Go line by line through the entries below and copy those containing the string "image".

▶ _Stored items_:
★ ★ ★

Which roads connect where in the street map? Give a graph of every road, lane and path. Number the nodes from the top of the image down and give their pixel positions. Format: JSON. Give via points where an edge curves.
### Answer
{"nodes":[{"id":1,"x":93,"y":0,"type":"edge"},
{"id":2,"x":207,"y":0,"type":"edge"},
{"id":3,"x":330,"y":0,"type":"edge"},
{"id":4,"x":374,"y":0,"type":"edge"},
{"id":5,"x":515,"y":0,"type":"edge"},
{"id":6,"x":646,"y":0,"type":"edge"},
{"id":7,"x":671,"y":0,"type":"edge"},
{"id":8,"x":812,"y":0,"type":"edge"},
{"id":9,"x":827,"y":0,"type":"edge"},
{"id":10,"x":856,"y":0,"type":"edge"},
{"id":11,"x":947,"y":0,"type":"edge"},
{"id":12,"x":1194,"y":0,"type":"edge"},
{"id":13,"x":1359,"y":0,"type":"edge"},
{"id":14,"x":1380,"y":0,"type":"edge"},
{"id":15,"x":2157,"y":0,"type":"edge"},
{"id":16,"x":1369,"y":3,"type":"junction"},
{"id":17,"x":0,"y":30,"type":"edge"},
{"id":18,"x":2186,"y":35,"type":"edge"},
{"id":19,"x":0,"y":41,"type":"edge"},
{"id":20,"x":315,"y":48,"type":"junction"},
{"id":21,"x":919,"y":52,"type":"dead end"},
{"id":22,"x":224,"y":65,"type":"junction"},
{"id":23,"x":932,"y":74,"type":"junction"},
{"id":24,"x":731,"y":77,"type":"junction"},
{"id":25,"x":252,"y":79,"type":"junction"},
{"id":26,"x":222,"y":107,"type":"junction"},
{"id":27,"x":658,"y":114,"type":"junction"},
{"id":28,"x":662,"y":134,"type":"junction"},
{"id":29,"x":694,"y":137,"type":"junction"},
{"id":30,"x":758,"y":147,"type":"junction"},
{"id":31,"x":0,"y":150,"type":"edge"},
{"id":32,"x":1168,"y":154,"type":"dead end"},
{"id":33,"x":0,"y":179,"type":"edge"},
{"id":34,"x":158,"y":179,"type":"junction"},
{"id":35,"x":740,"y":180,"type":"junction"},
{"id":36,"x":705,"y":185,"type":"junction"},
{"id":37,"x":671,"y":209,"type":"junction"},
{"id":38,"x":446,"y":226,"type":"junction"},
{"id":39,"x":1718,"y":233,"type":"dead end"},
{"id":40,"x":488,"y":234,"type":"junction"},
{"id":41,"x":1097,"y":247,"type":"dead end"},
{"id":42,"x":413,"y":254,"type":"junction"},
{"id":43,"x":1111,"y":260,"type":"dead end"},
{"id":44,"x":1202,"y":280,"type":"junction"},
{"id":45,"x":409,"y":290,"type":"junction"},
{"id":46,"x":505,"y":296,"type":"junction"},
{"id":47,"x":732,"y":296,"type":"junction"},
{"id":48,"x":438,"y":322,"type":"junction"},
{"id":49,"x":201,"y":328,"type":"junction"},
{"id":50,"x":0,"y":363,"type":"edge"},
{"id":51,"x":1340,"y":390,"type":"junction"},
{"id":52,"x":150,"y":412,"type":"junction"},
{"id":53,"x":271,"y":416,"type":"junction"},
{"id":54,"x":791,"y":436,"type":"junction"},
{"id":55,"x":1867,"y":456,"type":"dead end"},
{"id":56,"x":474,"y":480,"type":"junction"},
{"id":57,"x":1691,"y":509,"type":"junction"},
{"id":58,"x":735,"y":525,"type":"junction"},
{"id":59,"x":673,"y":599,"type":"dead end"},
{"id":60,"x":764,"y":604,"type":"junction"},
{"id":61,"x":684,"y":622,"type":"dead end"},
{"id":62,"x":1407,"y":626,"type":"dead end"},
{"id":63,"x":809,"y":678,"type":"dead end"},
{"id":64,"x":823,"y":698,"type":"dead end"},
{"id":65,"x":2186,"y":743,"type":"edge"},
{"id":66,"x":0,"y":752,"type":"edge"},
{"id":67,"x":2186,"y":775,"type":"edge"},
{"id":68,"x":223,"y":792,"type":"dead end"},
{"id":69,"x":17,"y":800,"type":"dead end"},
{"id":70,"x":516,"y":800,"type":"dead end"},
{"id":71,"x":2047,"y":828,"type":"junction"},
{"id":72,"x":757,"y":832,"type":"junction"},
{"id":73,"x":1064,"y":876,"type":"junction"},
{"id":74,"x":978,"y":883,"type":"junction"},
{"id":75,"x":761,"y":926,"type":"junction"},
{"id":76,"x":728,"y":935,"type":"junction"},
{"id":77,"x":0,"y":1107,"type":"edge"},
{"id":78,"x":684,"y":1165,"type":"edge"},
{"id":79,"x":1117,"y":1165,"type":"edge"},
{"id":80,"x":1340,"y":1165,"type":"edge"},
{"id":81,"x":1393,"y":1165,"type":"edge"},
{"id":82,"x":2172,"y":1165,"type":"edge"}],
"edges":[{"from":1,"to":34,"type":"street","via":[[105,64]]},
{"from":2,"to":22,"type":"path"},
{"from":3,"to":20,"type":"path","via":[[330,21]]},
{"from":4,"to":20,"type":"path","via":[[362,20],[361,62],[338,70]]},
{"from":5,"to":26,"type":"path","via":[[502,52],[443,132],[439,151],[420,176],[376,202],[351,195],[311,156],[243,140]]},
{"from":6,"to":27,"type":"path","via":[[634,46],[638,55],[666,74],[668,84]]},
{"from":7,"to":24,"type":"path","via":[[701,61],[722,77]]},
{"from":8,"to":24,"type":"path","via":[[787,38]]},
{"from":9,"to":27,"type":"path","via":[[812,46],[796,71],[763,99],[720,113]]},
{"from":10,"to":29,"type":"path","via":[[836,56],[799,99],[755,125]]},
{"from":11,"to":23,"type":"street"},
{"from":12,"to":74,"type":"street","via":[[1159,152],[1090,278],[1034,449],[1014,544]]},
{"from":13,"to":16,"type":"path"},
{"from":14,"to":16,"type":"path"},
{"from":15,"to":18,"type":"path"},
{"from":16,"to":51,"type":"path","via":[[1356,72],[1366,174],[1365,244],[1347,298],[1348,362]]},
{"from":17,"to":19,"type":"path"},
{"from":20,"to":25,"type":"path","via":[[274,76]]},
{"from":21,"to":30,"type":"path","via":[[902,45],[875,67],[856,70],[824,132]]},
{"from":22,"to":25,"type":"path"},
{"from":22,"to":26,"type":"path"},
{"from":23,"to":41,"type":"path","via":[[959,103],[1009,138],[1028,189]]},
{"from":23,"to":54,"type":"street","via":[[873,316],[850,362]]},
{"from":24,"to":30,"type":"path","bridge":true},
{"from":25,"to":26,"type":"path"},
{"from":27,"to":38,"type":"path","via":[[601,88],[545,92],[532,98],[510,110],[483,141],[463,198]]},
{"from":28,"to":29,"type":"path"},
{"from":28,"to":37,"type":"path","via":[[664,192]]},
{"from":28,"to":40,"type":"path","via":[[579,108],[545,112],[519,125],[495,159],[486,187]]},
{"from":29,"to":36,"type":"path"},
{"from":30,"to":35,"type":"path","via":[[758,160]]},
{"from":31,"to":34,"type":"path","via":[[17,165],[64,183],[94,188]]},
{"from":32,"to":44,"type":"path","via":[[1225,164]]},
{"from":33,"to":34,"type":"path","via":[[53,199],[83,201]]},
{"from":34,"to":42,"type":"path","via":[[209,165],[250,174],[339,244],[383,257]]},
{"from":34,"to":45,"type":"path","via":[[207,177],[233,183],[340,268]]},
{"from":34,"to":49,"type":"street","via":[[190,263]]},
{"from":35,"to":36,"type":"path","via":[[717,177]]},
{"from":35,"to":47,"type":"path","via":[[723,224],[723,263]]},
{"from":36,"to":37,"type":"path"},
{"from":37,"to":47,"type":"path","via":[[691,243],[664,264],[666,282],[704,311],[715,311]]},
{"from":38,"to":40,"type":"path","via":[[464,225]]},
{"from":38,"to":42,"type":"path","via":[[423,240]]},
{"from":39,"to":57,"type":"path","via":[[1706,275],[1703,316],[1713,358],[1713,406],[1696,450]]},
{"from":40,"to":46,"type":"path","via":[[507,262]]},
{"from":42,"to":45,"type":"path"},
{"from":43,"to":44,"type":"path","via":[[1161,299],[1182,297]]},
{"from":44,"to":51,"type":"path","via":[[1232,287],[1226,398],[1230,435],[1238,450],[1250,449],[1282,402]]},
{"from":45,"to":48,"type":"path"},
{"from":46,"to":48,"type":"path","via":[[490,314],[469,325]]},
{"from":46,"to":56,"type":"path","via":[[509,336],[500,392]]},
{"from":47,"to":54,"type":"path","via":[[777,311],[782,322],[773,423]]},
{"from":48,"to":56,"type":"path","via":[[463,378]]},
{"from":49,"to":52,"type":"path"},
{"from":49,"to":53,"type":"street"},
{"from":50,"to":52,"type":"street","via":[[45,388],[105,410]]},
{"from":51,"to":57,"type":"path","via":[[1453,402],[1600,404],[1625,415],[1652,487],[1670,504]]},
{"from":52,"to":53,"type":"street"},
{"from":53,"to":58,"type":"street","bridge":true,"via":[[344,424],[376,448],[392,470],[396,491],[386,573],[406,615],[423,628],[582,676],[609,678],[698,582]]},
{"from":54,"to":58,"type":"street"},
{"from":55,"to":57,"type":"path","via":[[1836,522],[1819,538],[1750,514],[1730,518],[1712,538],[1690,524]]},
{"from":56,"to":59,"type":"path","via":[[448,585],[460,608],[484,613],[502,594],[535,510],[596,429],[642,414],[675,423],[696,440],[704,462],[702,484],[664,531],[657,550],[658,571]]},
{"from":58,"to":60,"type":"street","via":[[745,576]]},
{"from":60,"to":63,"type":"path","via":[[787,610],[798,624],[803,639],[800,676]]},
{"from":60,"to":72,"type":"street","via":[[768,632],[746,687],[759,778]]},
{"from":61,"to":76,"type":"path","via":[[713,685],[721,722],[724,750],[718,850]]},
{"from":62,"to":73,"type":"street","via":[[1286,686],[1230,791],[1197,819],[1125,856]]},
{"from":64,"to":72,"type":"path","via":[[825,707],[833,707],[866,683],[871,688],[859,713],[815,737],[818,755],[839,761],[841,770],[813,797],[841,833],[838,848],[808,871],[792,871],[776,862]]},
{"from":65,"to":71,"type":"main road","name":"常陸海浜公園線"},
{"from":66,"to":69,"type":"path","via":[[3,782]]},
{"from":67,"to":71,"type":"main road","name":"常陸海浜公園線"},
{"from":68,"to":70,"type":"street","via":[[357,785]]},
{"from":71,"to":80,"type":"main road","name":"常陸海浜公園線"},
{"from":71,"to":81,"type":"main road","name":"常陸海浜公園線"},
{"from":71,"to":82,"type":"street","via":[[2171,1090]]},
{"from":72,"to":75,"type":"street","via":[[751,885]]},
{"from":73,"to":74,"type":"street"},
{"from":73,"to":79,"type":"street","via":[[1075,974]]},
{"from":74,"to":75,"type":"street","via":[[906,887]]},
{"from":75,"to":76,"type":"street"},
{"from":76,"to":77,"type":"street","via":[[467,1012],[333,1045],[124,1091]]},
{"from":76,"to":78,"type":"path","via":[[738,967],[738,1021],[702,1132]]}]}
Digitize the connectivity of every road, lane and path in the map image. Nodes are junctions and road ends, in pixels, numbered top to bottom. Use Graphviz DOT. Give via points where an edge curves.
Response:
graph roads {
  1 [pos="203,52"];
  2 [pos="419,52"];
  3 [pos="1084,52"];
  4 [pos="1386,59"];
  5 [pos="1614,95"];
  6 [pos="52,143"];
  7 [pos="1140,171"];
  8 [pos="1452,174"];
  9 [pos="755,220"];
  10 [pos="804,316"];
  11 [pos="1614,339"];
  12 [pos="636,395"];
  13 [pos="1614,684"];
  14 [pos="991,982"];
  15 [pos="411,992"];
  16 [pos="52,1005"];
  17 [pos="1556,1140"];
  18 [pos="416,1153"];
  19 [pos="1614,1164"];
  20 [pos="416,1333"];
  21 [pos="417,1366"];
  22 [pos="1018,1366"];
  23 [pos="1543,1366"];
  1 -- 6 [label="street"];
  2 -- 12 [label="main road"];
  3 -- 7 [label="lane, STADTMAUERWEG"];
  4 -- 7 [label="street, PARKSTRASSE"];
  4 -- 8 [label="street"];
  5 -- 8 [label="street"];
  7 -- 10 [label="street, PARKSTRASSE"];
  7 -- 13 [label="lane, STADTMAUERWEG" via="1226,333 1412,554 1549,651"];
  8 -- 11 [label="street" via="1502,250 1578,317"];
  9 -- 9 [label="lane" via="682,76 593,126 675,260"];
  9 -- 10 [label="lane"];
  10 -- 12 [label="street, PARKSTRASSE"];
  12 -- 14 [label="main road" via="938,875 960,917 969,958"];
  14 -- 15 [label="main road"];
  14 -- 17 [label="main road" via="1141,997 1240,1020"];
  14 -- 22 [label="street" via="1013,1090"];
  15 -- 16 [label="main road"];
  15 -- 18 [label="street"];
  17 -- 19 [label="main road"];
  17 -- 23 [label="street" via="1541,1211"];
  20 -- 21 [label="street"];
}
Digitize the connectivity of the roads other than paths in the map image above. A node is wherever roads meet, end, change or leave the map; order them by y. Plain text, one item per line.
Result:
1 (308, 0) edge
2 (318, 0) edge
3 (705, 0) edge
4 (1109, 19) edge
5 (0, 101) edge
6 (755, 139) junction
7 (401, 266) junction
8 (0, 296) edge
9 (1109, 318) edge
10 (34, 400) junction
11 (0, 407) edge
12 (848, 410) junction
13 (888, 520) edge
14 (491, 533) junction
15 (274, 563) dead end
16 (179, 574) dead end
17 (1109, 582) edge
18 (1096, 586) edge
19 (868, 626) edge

★ ★ ★

▶ _Expected answer_:
Which roads connect where in the street map? Give a graph of every road, lane and path. Number the nodes from the top of the image down and give their pixel positions. Format: JSON. Give via points where an edge curves.
Digitize the connectivity of every road, lane and path in the map image. Nodes are junctions and road ends, in pixels, numbered top to bottom. Use Graphviz DOT. Give via points where an edge curves.
Digitize the connectivity of the roads other than paths in the map image above. A node is wherever roads meet, end, change or leave the map; order them by y. Plain text, one item per line.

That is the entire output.